• How to complete this task
Starting with the line that contains "Right hand at", reproduce each line through the end of the entries exactly as written.

• Dataset entries
+++++
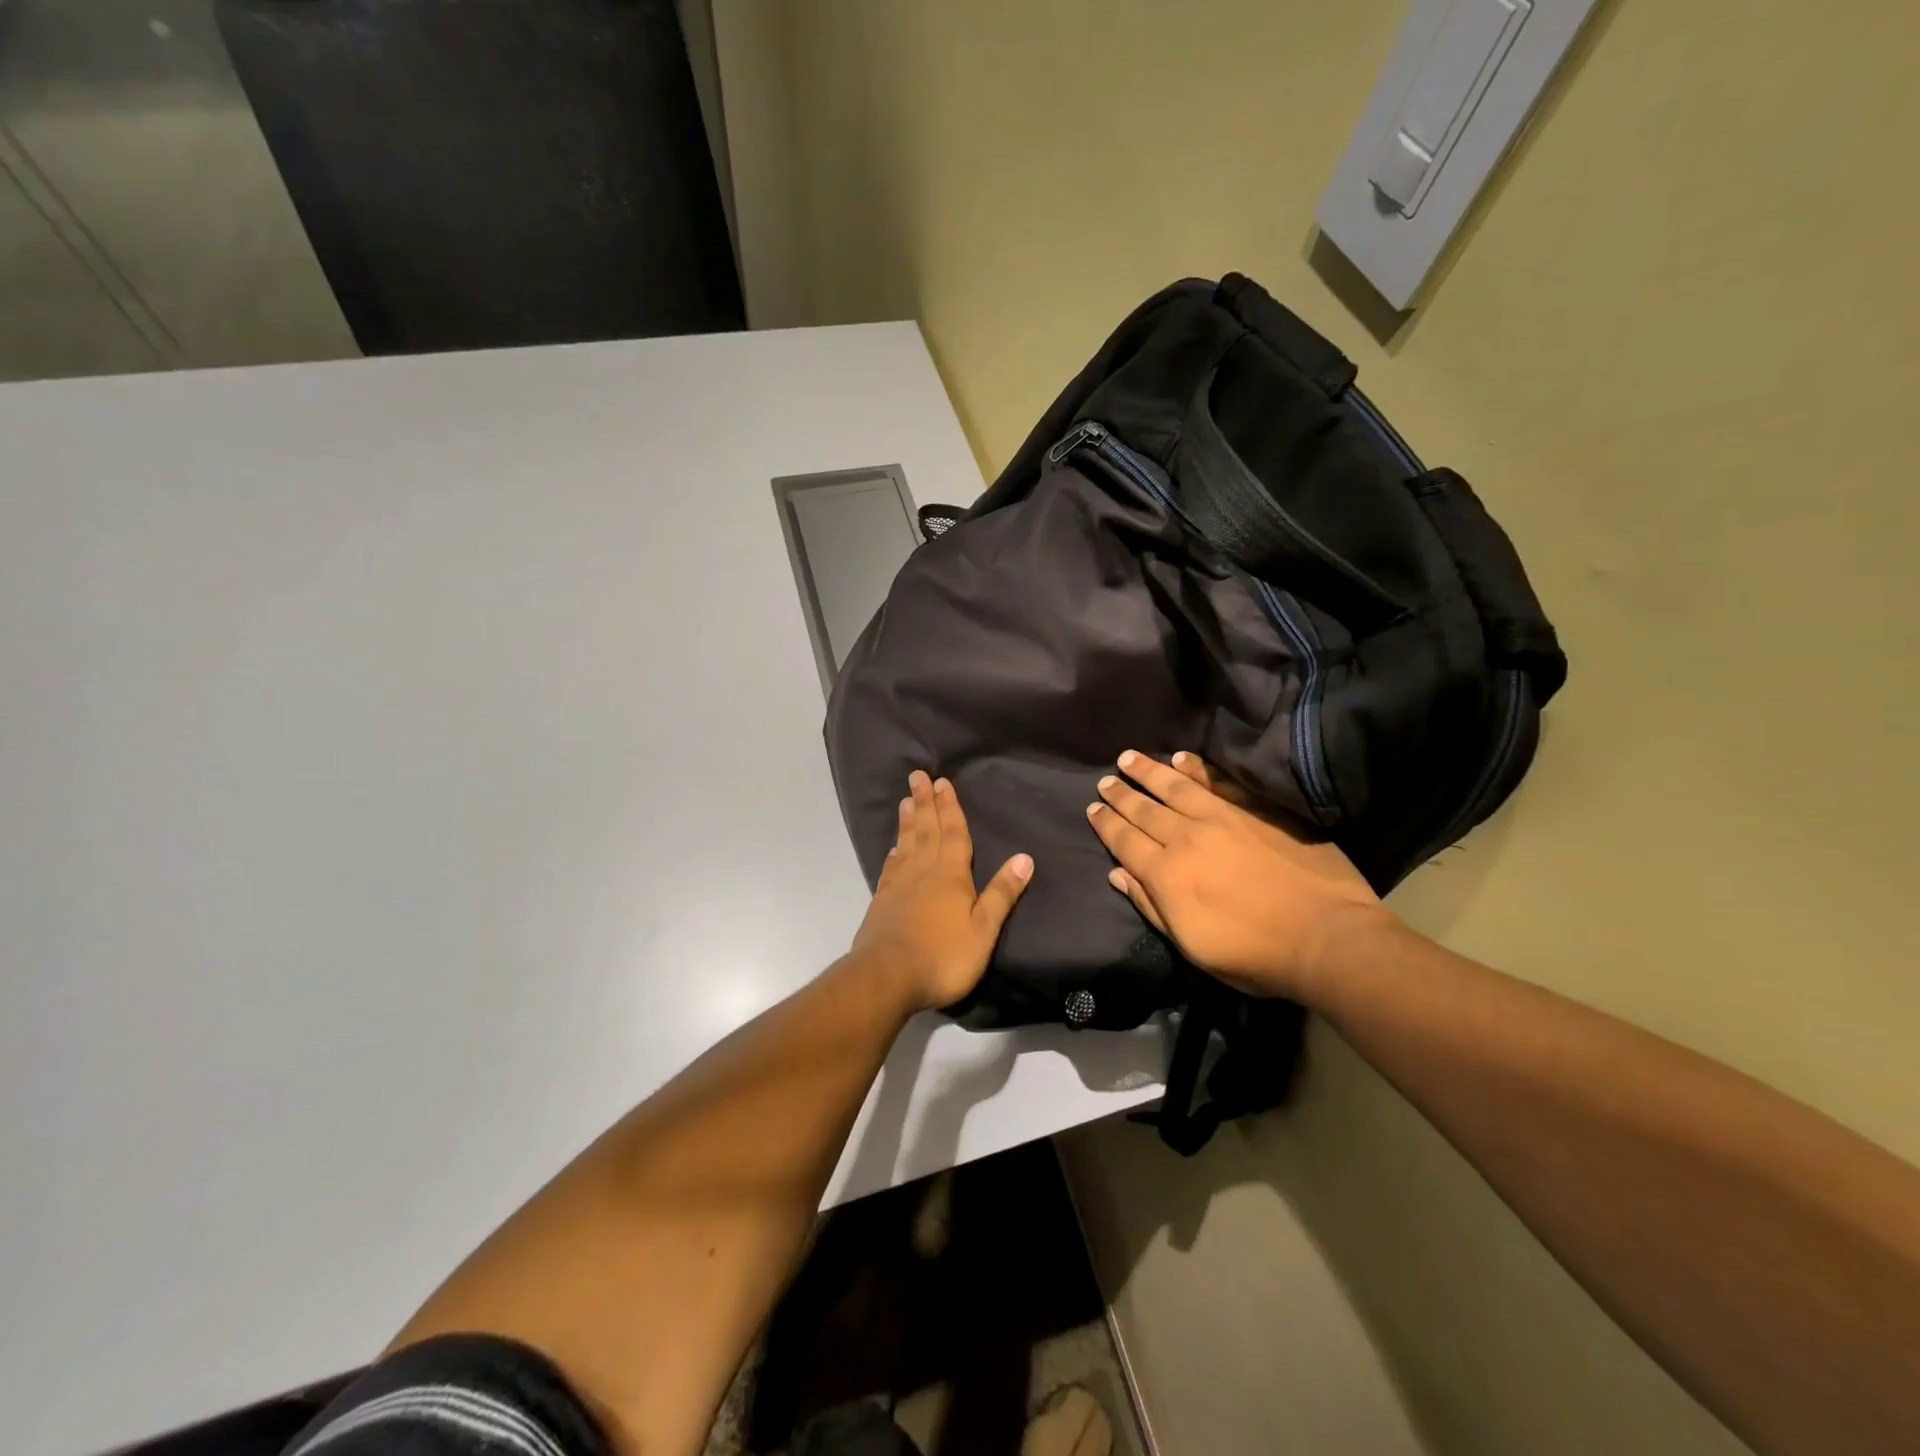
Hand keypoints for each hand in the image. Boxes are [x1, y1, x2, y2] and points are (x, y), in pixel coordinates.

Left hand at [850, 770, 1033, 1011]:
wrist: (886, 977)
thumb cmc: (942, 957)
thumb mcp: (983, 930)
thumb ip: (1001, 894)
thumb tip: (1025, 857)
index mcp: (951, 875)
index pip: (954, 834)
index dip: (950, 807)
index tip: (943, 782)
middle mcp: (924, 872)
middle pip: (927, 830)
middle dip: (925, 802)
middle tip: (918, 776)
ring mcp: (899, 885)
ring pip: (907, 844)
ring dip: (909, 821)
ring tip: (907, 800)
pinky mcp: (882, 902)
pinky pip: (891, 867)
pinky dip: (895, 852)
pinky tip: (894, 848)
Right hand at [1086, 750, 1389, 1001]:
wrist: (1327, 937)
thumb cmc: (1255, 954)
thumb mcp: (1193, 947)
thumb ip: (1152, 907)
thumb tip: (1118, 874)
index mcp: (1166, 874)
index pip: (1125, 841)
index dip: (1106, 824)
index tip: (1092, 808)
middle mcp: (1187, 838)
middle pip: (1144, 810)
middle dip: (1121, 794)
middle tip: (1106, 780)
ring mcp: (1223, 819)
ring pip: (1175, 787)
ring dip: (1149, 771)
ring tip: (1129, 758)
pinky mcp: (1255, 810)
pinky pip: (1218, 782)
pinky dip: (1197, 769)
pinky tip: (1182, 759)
+++++
• Result below
Right hand at [1086, 750, 1389, 1001]:
wrist: (1327, 937)
thumb cmc: (1255, 954)
thumb mcp: (1193, 947)
thumb ip: (1152, 907)
thumb tip: (1118, 874)
index mcp: (1166, 874)
index pip: (1125, 841)
index dip: (1106, 824)
index tip: (1092, 808)
middle mcp: (1187, 838)
middle pip: (1144, 810)
middle dip: (1121, 794)
middle tip: (1106, 780)
ring mcp: (1223, 819)
ring pip: (1175, 787)
ring dip: (1149, 771)
ring tip: (1129, 758)
pinky mcp: (1255, 810)
pinky pip: (1218, 782)
pinky dip: (1197, 769)
pinky tip: (1182, 759)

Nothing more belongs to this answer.